Fandango’s Friday Flashback — August 7

Wouldn’t you like to expose your newer readers to some of you earlier posts that they might never have seen? Or remind your long term followers of posts that they might not remember? Each Friday I will publish a post I wrote on this exact date in a previous year.

How about you? Why don’t you reach back into your own archives and highlight a post that you wrote on this very date in a previous year? You can repost your Friday Flashback post on your blog and pingback to this post. Or you can just write a comment below with a link to the post you selected.

If you’ve been blogging for less than a year, go ahead and choose a post that you previously published on this day (the 7th) of any month within the past year and link to that post in a comment.


This was originally published on August 7, 2012 on my old blog.

Nothing to Sneeze at

sneezeHave you ever sneezed after recently suffering a cracked or bruised rib? If so, you know what an astonishingly painful experience it is. If not, take it from one who has had a few such rib injuries: sneezing must be avoided at all costs.

If you feel a sneeze coming on — and the good news is that you can generally sense when a sneeze is about to rack your body — you need to do whatever you can to not sneeze. Or you will suffer intense consequences.

Sneezing is a reflex, something your body does automatically and something over which you have little to no control. Sneezes are usually triggered when the inside of your nose gets a tickle. A message is sent to the part of your brain called — and I’m not kidding — the sneeze center. This sneeze center, which scientists have yet to precisely locate, is hidden somewhere deep inside the most sadistic part of your brain.

The sneeze central then sends messages to all the muscles that have to work together to create the sneeze. These muscles include, among others, your abdominal muscles, chest muscles, and your diaphragm.
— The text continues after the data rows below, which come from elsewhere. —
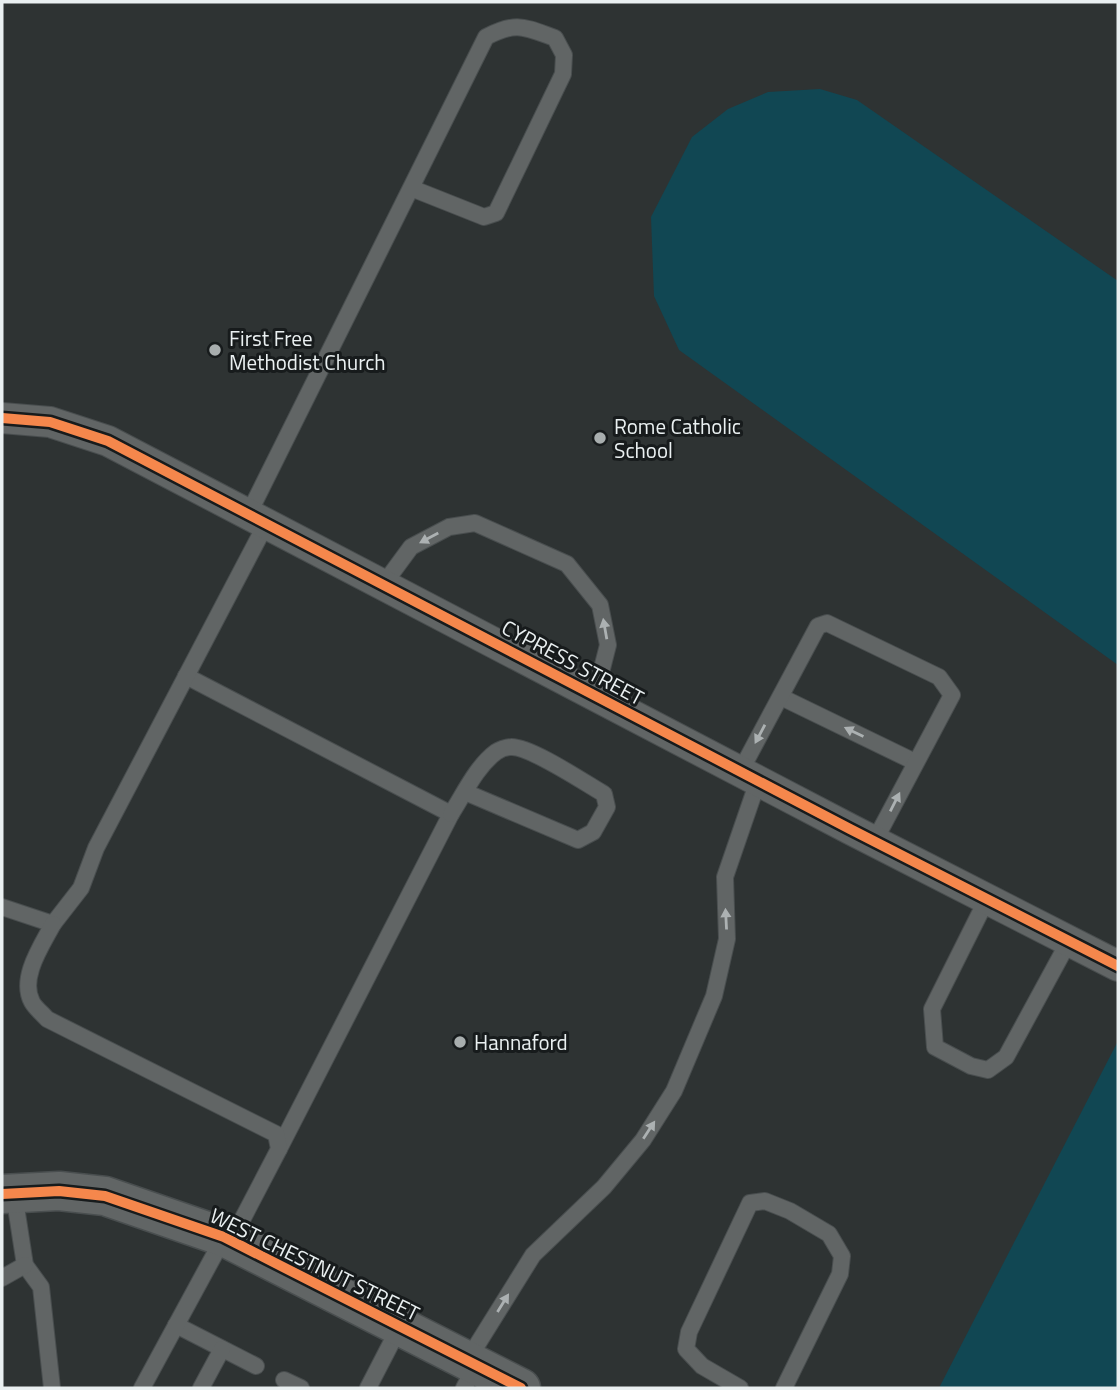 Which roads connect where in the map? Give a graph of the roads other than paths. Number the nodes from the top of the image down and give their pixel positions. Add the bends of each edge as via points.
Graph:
1 (411, 188) junction
2 (2, 418) edge
3 (257, 519) junction
4 (383, 585) junction
5 (186, 676) junction
6 (595, 696) junction
7 (780, 697) junction
8 (915, 762) junction
9 (749, 777) junction
10 (465, 792) junction
11 (451, 814) junction
12 (874, 842) junction
13 (987, 899) junction
14 (2, 907) edge
15 (53, 924) junction
16 (1069, 941) junction
17 (1118, 966) edge
18 (279, 1149) junction
19 (8, 1194) edge
20 (228, 1239) junction
21 (25, 1265) junction
22 (2, 1278) edge
23 (176, 1325) junction
24 (400, 1326) junction
25 (222, 1349) junction
26 (256, 1366) dead end
27 (469, 1371) edge
28 (284, 1380) dead end
29 (52, 1388) edge
30 (142, 1388) edge
31 (201, 1388) edge
32 (301, 1388) edge
33 (368, 1388) edge
34 (521, 1388) edge
35 (740, 1388) edge
36 (784, 1388) edge

1 - 1 lane via 486,37 519,26 555,38 564,55 563,74 496,213 484,217
1 - 3 lane
2 - 3 street, CYPRESS STREET via 50,422 108,441
3 - 4 street, CYPRESS STREET
3 - 5 lane
4 - 6 street, CYPRESS STREET
6 -> 4 lane via 608,645 600,605 567,564 475,523 449,527 411,547
5 - 11 lane
5 - 15 lane via 96,848 80,888
6 - 9 street, CYPRESS STREET
8 -> 7 lane
7 - 8 lane via 818,626 827,623 939,677 952,695
7 -> 9 lane
12 -> 8 lane
9 - 12 street, CYPRESS STREET
27 -> 9 lane via 533,1255 604,1187 643,1140 674,1091 714,996 727,939 724,877
10 - 10 lane via 488,759 498,750 512,747 531,752 604,794 607,807 593,832 578,840
10 - 11 lane
11 - 18 lane
12 - 13 street, CYPRESS STREET
13 - 16 street, CYPRESS STREET
13 - 16 lane via 932,1009 935,1047 971,1066 988,1070 1006,1057
14 - 15 lane
15 - 18 lane via 35,959 28,986 32,1003 47,1018 276,1134
16 - 17 street, CYPRESS STREET
18 - 20 lane
19 - 20 street, WEST CHESTNUT STREET via 59,1191 105,1196
19 - 21 lane
20 - 23 lane
20 - 24 street, WEST CHESTNUT STREET
21 - 22 lane
21 - 29 lane via 41,1287
23 - 25 lane
23 - 30 lane
24 - 27 street, WEST CHESTNUT STREET
24 - 33 lane
25 - 26 lane
25 - 31 lane
27 - 34 street, WEST CHESTNUT STREET
28 - 32 lane
35 - 36 lane via 702,1366 686,1349 689,1332 750,1203 765,1201 829,1234 842,1256 840,1274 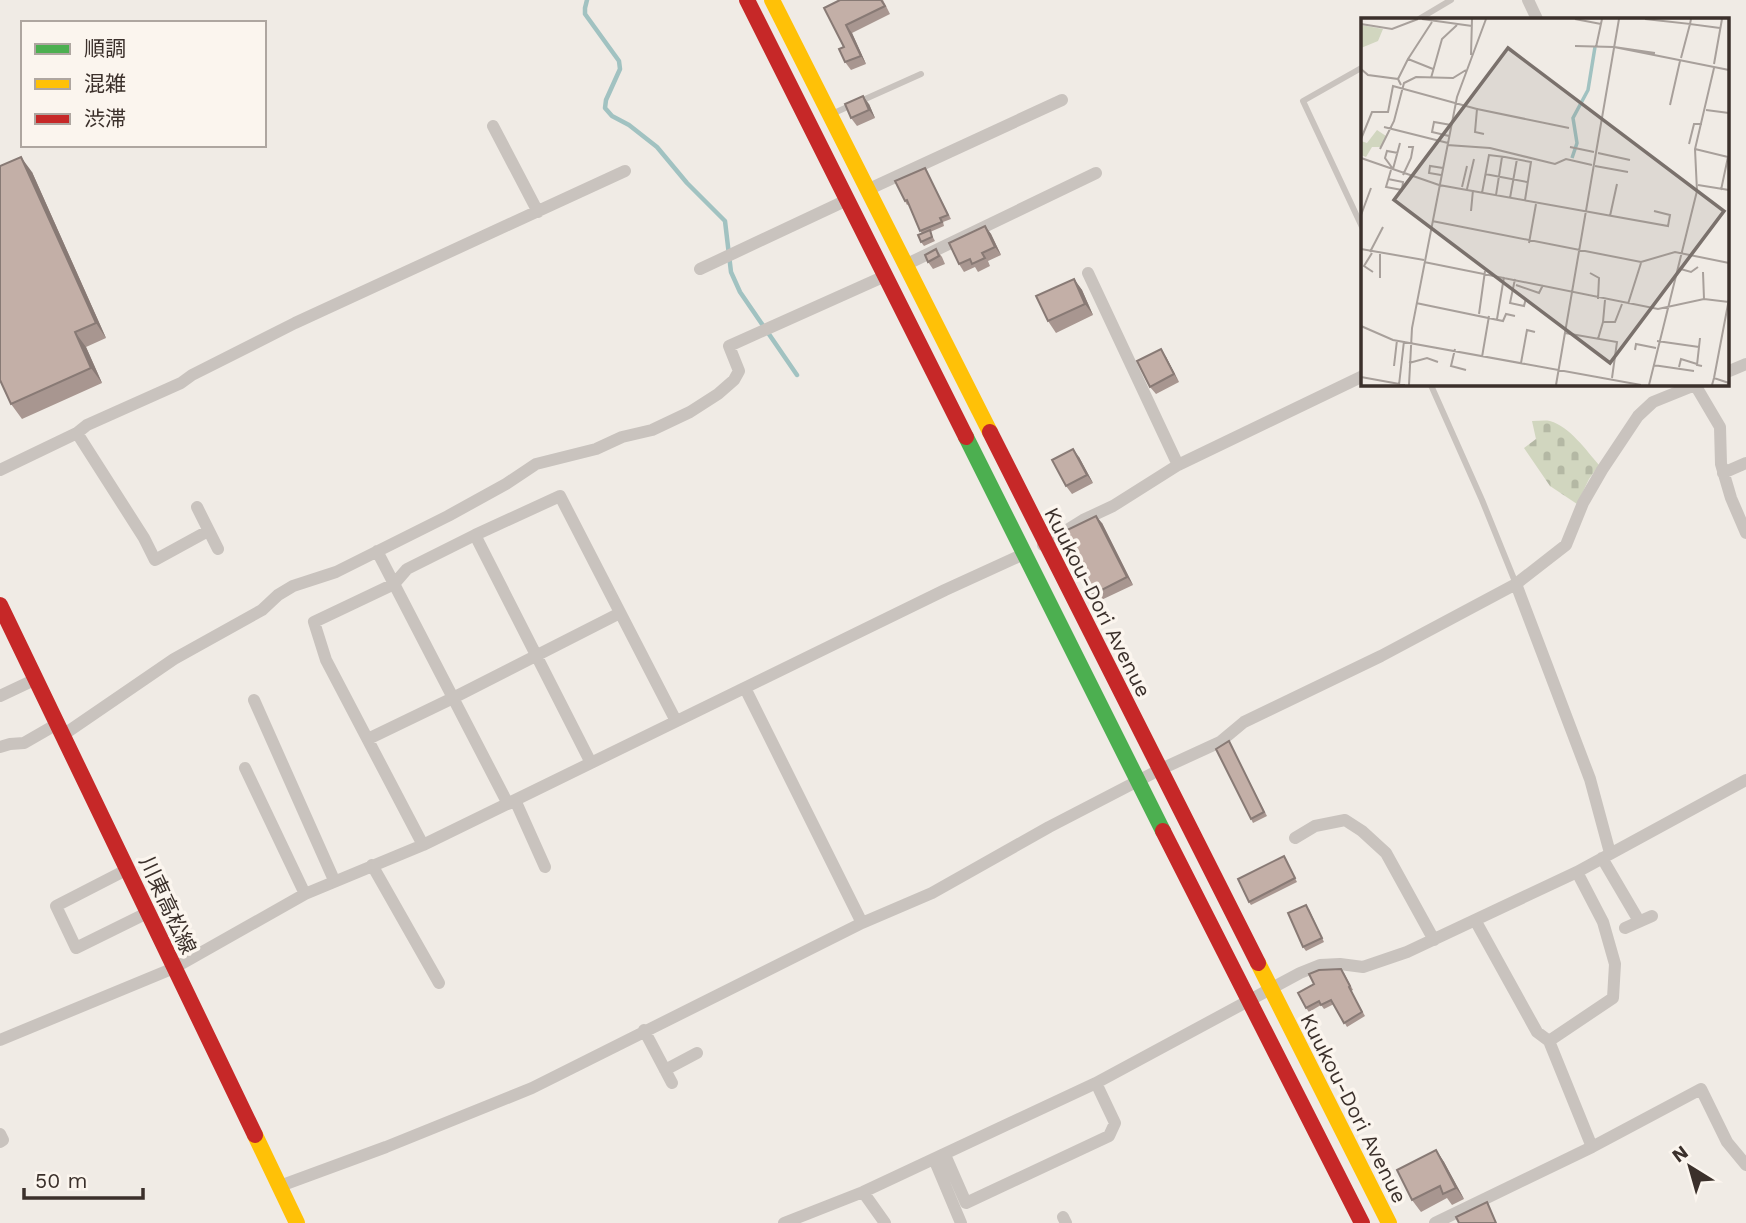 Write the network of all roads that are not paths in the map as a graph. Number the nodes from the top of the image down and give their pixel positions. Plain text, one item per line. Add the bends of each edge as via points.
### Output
1 (747, 0) edge
2 (772, 0) edge
3 (1451, 0) edge
4 (1528, 0) edge
5 (1421, 18) edge
6 (1537, 18) edge
7 (1361, 68) edge
8 (921, 74) dead end
9 (1062, 100) dead end
10 (829, 115) junction
11 (493, 126) dead end
12 (625, 171) dead end
13 (1096, 173) dead end
14 (867, 190) junction
15 (847, 200) junction
16 (538, 212) junction
17 (1361, 225) edge
18 (905, 265) junction
19 (700, 269) dead end
20 (1088, 273) dead end
21 (885, 276) junction
22 (1746, 364) edge
23 (1728, 372) edge
24 (1361, 377) edge
25 (1431, 385) edge
26 (1694, 385) edge
27 (1697, 385) edge
28 (78, 433) junction
29 (1746, 463) edge
30 (1178, 465) junction
31 (0, 470) edge
32 (1724, 473) junction
33 (197, 507) dead end
34 (1743, 517) edge
35 (208, 531) junction
36 (1746, 533) edge
37 (475, 535) junction
38 (1045, 544) junction
39 (218, 549) dead end
40 (377, 551) junction
41 (1023, 554) junction
42 (394, 584) junction
43 (1516, 584) junction
44 (1, 611) edge
45 (620, 613) junction
46 (537, 656) junction
47 (36, 679) junction
48 (745, 688) junction
49 (0, 696) edge
50 (453, 698) junction
51 (254, 700) dead end
52 (676, 721) junction
53 (60, 729) junction
54 (368, 739) junction
55 (0, 747) edge
56 (591, 763) junction
57 (245, 768) dead end
58 (1159, 770) junction
59 (1746, 780) edge
60 (1138, 782) junction
61 (511, 802) junction
62 (1295, 838) dead end
63 (423, 845) junction
64 (1606, 855) junction
65 (372, 865) junction
66 (545, 867) dead end
67 (128, 869) junction
68 (1577, 872) junction
69 (334, 880) junction
70 (305, 894) junction
71 (149, 912) junction
72 (1652, 916) dead end
73 (1475, 920) junction
74 (1639, 921) junction
75 (862, 923) junction
76 (1625, 928) dead end
77 (1434, 940) junction
78 (174, 968) junction
79 (439, 983) dead end
80 (1270, 990) junction
81 (1248, 1001) junction
82 (644, 1030) junction
83 (0, 1040) edge
84 (1549, 1041) junction
85 (697, 1053) dead end
86 (665, 1070) junction
87 (672, 1083) dead end
88 (1096, 1083) junction
89 (0, 1134) edge
90 (0, 1142) edge
91 (1592, 1147) junction
92 (939, 1157) junction
93 (1746, 1165) edge
94 (280, 1186) junction
95 (863, 1192) junction
96 (297, 1223) edge
97 (784, 1223) edge
98 (885, 1223) edge
99 (961, 1223) edge
100 (1362, 1223) edge
101 (1388, 1223) edge
102 (1435, 1223) edge

1 - 15 main road
2 - 10 main road, Kuukou-Dori Avenue
3 - 5 lane
4 - 6 street
7 - 17 lane via 1303,102
8 - 10 lane
9 - 14 street
10 - 14 main road, Kuukou-Dori Avenue
11 - 16 street
12 - 16 street
13 - 18 street
14 - 18 main road, Kuukou-Dori Avenue
15 - 19 street
15 - 21 main road
16 - 28 street via 295,323
18 - 38 main road, Kuukou-Dori Avenue
20 - 30 street
21 - 40 street via 729,346 739,370 734,380 690,412 596,449 536,464
21 - 41 main road
22 - 23 street
24 - 30 street
25 - 43 lane
26 - 43 street via 1653,402 1638,416 1583,503 1566,545
27 - 32 street via 1720,427
28 - 31 street
28 - 35 street via 155,560
29 - 32 street
30 - 38 street
32 - 34 street
33 - 35 street
34 - 36 street
35 - 39 street
37 - 42 street via 407,569
37 - 45 street via 560,496
37 - 46 street
38 - 41 street
38 - 58 main road, Kuukou-Dori Avenue
40 - 42 street
40 - 53 street via 336,572 293,586 262,610
41 - 48 street
41 - 60 main road
42 - 50 street
42 - 54 street via 314,622 327,660
43 - 58 street
43 - 64 street via 1590,779
44 - 47 main road, 川東高松線
45 - 46 street
45 - 52 street
46 - 50 street
46 - 56 street
47 - 49 street
47 - 53 main road, 川東高松線
48 - 52 street
48 - 75 street
50 - 54 street
50 - 61 street
51 - 69 street
52 - 56 street
53 - 55 street
53 - 67 main road, 川東高松線
54 - 63 street
56 - 61 street
57 - 70 street
58 - 60 street
58 - 80 main road, Kuukou-Dori Avenue
59 - 64 street
60 - 75 street via 932,893
60 - 81 main road
61 - 63 street
61 - 66 street
62 - 77 street via 1315,825 1345,820 1362,831 1386,853
63 - 65 street
64 - 68 street
64 - 74 street
65 - 69 street
65 - 79 street
67 - 71 main road, 川東高松線
67 - 71 street via 56,906 76,948
68 - 73 street
68 - 84 street via 1602,922 1615,964 1613,998
69 - 70 street
70 - 78 street
71 - 78 main road, 川東高松線
72 - 74 street
73 - 77 street
73 - 84 street via 1537,1032
74 - 76 street
75 - 82 street
77 - 80 street via 1363,967 1320,965
78 - 83 street
78 - 94 main road, 川東高松線
80 - 81 street
80 - 101 main road, Kuukou-Dori Avenue
81 - 88 street
81 - 100 main road
82 - 86 street
82 - 94 street via 532,1088
84 - 91 street
85 - 86 street
86 - 87 street
88 - 92 street
88 - 92 street via 1115,1124 1109,1136 966,1203
89 - 90 street
91 - 93 street via 1701,1089 1727,1142
91 - 102 street
92 - 95 street
92 - 99 street
94 - 96 main road, 川東高松線
95 - 97 street
95 - 98 street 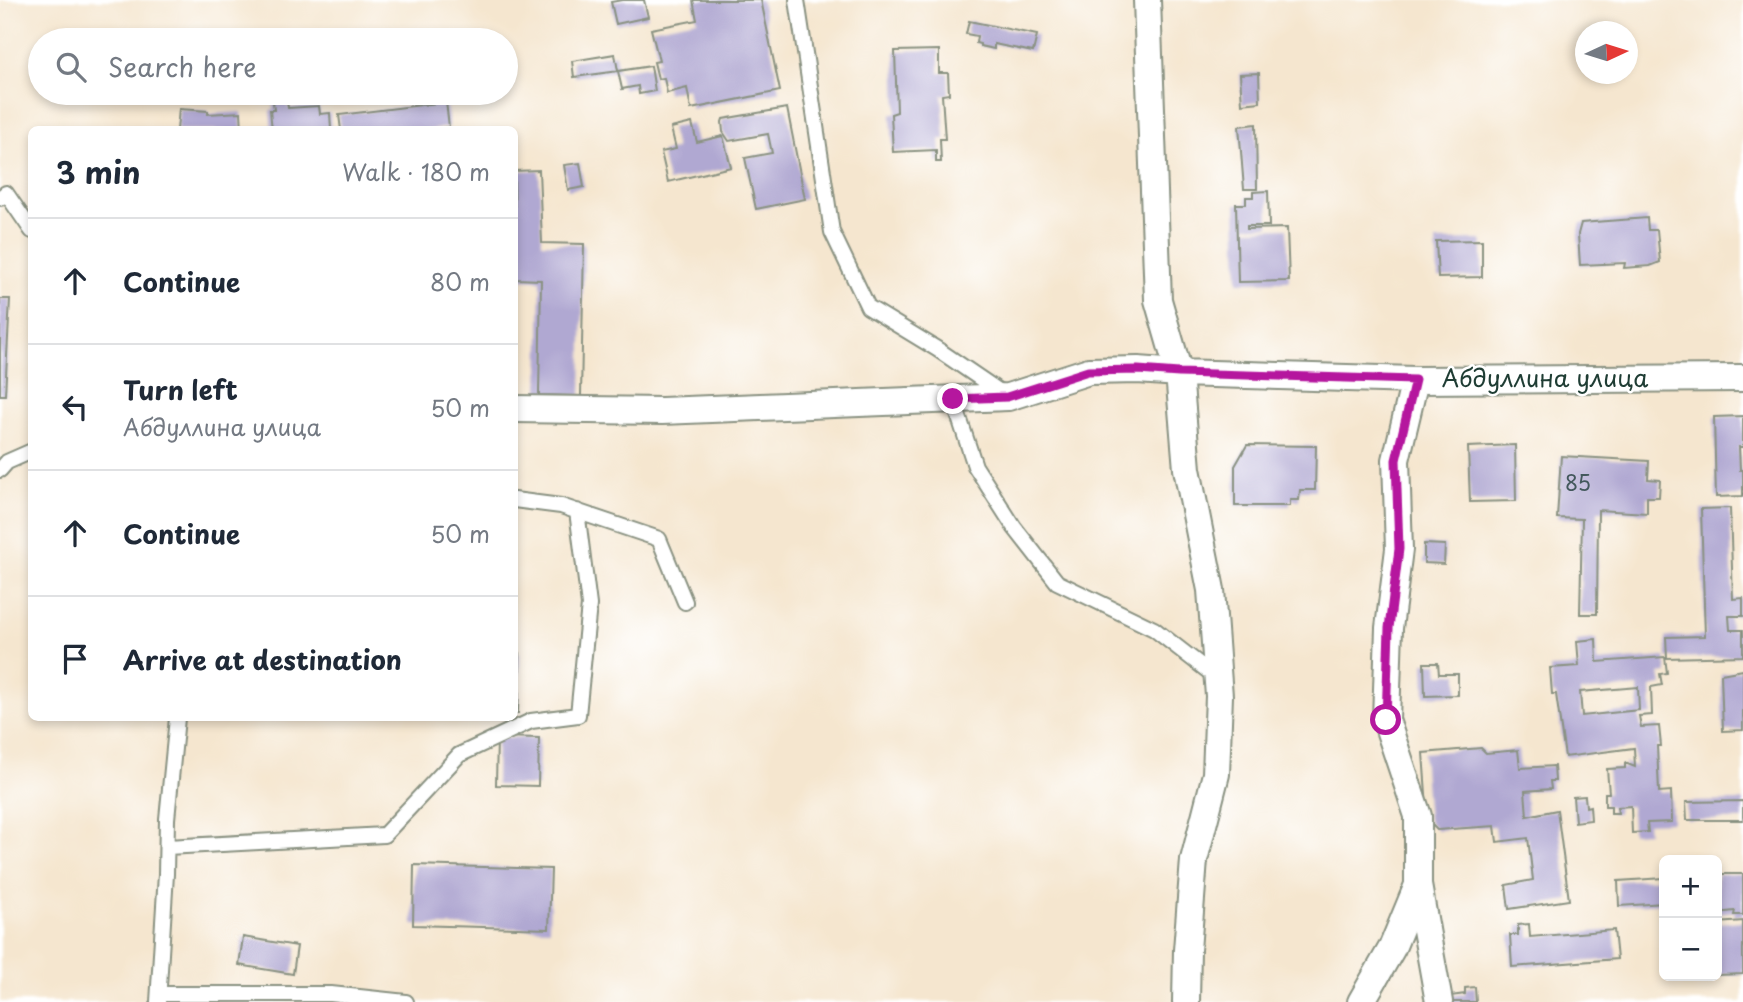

And there’s the rub.

Fast and furious

Here’s a factoid I bet you didn’t know. A typical sneeze removes air from your body at speeds up to 100 miles per hour. No wonder attempting to stifle a sneeze with that kind of velocity behind it can be challenging, and possibly even dangerous. Yet that is precisely what I’ve been attempting to do for the past three weeks.

Just over three weeks ago, during what was supposed to have been a routine dog walk, I seriously bruised the ribs on my left side after falling hard onto the cement sidewalk. As noted earlier, sneezing when you have injured ribs can be agonizing. And so, since that fateful night, each time the urge to sneeze came over me, I have done everything I could to prevent the sneeze from materializing.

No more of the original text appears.